First Ever Millennial Lung Health Study Wins $24.8 Million Funding Grant

American Lung Association partners in revolutionary study tracking young adult's lung health nationwide in hopes of changing the way we address and prevent lung disease.

The American Lung Association and Northwestern Medicine have been awarded a $24.8 million National Institutes of Health (NIH) grant to conduct the first federally funded U.S. cohort study of millennials. The American Lung Association Lung Health Cohort will be the largest study ever funded for the Lung Association. Though similar studies have been conducted for heart disease this is the first ever to examine lung health that can be translated into actions for preventative care.
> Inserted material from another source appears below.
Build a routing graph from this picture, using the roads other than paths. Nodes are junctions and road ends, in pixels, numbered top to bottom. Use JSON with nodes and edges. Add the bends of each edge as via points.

Historically, lung health has been studied only after the appearance of chronic lung disease. Little has been done, however, to learn about the evolution of respiratory disease and determine how a young, healthy adult's lung function declines over time. This information can help us better understand why lung disease is currently the fourth leading cause of death, and lung cancer is the number one cancer killer.
Here are some highlights from the upcoming study:

  • It will follow 4,000 young adults at the age of peak lung health, from 25 to 35 years old, from 17 different regions across the U.S. This large, geographic cross-section should paint a clear picture of lung health across the nation.
  • Each participant will be tracked for six years. They'll provide information on lung function, respiratory symptoms, lifetime residential and occupational histories, health behaviors, fitness, biomarkers, and chest imaging.
  • This study will use low-dose CT scans to track intermediate stages of lung injury and abnormalities in the participants' windpipes.
  • The American Lung Association's Airways Clinical Research Centers (ACRC) Network will conduct the research, working closely with researchers at Northwestern, Johns Hopkins Medicine, Brigham and Women's Hospital, University of Michigan, University of Alabama-Birmingham, Beth Israel Deaconess Medical Center and all the centers of the ACRC network.
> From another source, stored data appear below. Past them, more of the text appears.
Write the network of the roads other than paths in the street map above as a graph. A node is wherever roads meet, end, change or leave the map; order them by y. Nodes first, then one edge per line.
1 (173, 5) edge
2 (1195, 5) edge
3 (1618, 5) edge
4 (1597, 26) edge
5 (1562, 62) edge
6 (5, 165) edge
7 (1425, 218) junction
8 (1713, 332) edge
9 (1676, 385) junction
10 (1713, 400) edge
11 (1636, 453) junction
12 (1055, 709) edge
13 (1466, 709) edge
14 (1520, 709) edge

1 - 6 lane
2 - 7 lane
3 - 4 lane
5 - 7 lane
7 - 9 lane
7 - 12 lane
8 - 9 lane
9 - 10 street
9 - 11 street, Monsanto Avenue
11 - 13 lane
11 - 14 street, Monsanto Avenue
Additionally, researchers hope to determine whether air pollution, inhalants like marijuana and e-cigarettes, and other outside factors have a correlation with lower lung function. By identifying these factors, we cannot only help people catch lung disease earlier but work to prevent it.

"This promises to be among the most innovative and significant longitudinal studies conducted to-date during this century," Dr. Ravi Kalhan, M.D., MS, Northwestern Medicine Pulmonologist and American Lung Association Lung Health Cohort Principal Investigator explained. "The promise of the American Lung Association Health Cohort Study is that by filling in this knowledge gap about how chronic lung diseases evolve, scientists can propose new interception and prevention strategies that may effectively reduce the physical, emotional, financial and social burden of chronic lung disease."

For 115 years, the American Lung Association has made it our mission to help fight lung disease through extensive medical research.  We have funded breakthroughs in the fight against tuberculosis, identified genes that cause the development of lung cancer and cystic fibrosis, and developed new ways to treat respiratory distress syndrome. In 1999, the Airways Clinical Research Centers (ACRC) Network was established to focus its efforts on asthma and COPD. Now the nation's largest not-for-profit network of clinical research centers, the ACRC will utilize all its resources to conduct this groundbreaking study.

"This first-of-its-kind study will engage the broader scientific community in an effort to understand respiratory disease and will serve as a pivotal step forward for the lung health and lives of all Americans," American Lung Association President and CEO Harold Wimmer said. "The Lung Association is proud that our Airways Clinical Research Centers Network serves as an integral part of this important work."